Return every line of the data exactly as it stands.

......

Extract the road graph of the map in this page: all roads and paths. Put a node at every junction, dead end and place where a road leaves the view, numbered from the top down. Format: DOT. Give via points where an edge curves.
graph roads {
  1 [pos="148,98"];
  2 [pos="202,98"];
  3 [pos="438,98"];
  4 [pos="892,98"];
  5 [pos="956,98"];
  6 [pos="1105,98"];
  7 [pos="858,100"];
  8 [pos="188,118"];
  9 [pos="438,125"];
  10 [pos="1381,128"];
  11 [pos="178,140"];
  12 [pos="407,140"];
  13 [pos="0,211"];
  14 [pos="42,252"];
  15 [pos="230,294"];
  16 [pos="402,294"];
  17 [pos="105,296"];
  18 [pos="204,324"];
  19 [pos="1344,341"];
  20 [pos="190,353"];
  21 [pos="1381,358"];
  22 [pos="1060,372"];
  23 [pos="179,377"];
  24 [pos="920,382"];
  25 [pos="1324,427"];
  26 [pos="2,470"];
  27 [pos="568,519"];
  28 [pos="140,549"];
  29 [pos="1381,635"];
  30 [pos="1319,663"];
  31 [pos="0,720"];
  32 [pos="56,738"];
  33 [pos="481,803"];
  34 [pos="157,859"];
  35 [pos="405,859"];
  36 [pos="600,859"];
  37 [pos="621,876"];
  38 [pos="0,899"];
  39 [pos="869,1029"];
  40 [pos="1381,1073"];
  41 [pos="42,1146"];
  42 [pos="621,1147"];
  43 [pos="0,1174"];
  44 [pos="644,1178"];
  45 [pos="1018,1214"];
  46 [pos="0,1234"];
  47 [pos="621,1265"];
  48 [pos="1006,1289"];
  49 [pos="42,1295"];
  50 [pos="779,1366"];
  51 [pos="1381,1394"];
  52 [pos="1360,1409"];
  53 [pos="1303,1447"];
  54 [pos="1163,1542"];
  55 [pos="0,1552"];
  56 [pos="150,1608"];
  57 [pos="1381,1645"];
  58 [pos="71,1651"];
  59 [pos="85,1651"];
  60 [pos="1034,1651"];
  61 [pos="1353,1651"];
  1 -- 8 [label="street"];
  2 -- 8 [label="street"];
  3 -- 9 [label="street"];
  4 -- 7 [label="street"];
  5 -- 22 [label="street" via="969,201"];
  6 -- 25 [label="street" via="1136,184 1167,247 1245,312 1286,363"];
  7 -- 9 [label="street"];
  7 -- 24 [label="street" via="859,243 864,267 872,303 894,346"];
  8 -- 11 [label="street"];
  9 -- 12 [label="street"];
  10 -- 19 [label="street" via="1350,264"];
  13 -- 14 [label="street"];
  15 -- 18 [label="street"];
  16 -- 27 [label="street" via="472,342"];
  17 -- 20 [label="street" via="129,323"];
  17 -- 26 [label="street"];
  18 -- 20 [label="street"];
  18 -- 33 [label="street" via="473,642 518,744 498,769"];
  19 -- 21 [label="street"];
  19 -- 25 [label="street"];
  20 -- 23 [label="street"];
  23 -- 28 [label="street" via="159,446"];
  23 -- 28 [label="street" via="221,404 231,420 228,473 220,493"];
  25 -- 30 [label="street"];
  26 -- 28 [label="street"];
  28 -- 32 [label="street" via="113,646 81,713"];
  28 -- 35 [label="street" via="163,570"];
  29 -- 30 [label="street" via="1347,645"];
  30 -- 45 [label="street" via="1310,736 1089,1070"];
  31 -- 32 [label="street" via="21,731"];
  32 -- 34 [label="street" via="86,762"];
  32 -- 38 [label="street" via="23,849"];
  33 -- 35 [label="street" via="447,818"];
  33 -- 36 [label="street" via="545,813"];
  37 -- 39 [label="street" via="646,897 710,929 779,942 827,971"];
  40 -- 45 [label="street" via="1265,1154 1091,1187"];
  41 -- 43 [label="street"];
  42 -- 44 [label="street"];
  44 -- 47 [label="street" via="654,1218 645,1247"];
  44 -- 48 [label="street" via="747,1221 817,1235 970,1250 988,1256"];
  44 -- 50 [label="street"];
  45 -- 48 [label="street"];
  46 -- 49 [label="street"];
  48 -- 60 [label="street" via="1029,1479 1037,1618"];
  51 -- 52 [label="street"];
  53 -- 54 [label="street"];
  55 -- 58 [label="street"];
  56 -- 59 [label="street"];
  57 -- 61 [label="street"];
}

......

SOLUTION FOR THIS PROBLEM:
Extract the road graph of the map in this page: all roads and paths. Put a node at every junction, dead end and place where a road leaves the view, numbered from the top down. Format: DOT. Give via points where an edge curves.
graph roads {
  1 [pos="148,98"];
  2 [pos="202,98"];
  3 [pos="438,98"];
  4 [pos="892,98"];
  5 [pos="956,98"];
  6 [pos="1105,98"];
  7 [pos="858,100"];
  8 [pos="188,118"];
  9 [pos="438,125"];
  10 [pos="1381,128"];
  11 [pos="178,140"];
  12 [pos="407,140"];
  13 [pos="0,211"];
  14 [pos="42,252"];
  15 [pos="230,294"];
  16 [pos="402,294"];
  17 [pos="105,296"];
  18 [pos="204,324"];
  19 [pos="1344,341"];
  20 [pos="190,353"];
  21 [pos="1381,358"];
  22 [pos="1060,372"];
  23 [pos="179,377"];
  24 [pos="920,382"];
  25 [pos="1324,427"];
  26 [pos="2,470"];
  27 [pos="568,519"];
  28 [pos="140,549"];
  29 [pos="1381,635"];
  30 [pos="1319,663"];
  31 [pos="0,720"];
  32 [pos="56,738"];
  33 [pos="481,803"];
  34 [pos="157,859"];
  35 [pos="405,859"];
  36 [pos="600,859"];
  37 [pos="621,876"];
  38 [pos="0,899"];
  39 [pos="869,1029"];
  40 [pos="1381,1073"];
  41 [pos="42,1146"];
  42 [pos="621,1147"];
  43 [pos="0,1174"];
  44 [pos="644,1178"];
  45 [pos="1018,1214"];
  46 [pos="0,1234"];
  47 [pos="621,1265"];
  48 [pos="1006,1289"];
  49 [pos="42,1295"];
  50 [pos="779,1366"];
  51 [pos="1381,1394"];
  52 [pos="1360,1409"];
  53 [pos="1303,1447"];
  54 [pos="1163,1542"];
  55 [pos="0,1552"];
  56 [pos="150,1608"];
  57 [pos="1381,1645"];
  58 [pos="71,1651"];
  59 [pos="85,1651"];
  60 [pos="1034,1651"];
  61 [pos="1353,1651"];
  1 -- 8 [label="street"];
  2 -- 8 [label="street"];
  3 -- 9 [label="street"];
  4 -- 7 [label="street"];
  5 -- 22 [label="street" via="969,201"];
  6 -- 25 [label="street" via="1136,184 1167,247 1245,312 1286,363"];
  7 -- 9 [label="street"];
  7 -- 24 [label="street" via="859,243 864,267 872,303 894,346"];
  8 -- 11 [label="street"];
  9 -- 12 [label="street"];
  10 -- 19 [label="street" via="1350,264"];
  13 -- 14 [label="street"];
  15 -- 18 [label="street"];
  16 -- 27 [label="street" via="472,342"];
  17 -- 20 [label="street" via="129,323"];
  17 -- 26 [label="street"];
  18 -- 20 [label="street"];
  18 -- 33 [label="street" via="473,642 518,744 498,769"];
  19 -- 21 [label="street"];
  19 -- 25 [label="street"];
  20 -- 23 [label="street"];
  23 -- 28 [label="street" via="159,446"];
  23 -- 28 [label="street" via="221,404 231,420 228,473 220,493"];
  25 -- 30 [label="street"];
  26 -- 28 [label="street"];
  28 -- 32 [label="street" via="113,646 81,713"];
  28 -- 35 [label="street" via="163,570"];
  29 -- 30 [label="street" via="1347,645"];
  30 -- 45 [label="street" via="1310,736 1089,1070"];
  31 -- 32 [label="street" via="21,731"];
  32 -- 34 [label="street" via="86,762"];
  32 -- 38 [label="street" via="23,849"];
  33 -- 35 [label="street" via="447,818"];
  33 -- 36 [label="street" via="545,813"];
  37 -- 39 [label="street" via="646,897 710,929 779,942 827,971"];
  40 -- 45 [label="street" via="1265,1154 1091,1187"];
  41 -- 43 [label="street"];
  42 -- 44 [label="street"];
  44 -- 47 [label="street" via="654,1218 645,1247"];
  44 -- 48 [label="street" via="747,1221 817,1235 970,1250 988,1256"];
  44 -- 50 [label="street"];
  45 -- 48 [label="street"];
  46 -- 49 [label="street"];
  48 -- 60 [label="street" via="1029,1479 1037,1618"];
  51 -- 52 [label="street"];
  53 -- 54 [label="street"];
  55 -- 58 [label="street"];
  56 -- 59 [label="street"];
  57 -- 61 [label="street"];
}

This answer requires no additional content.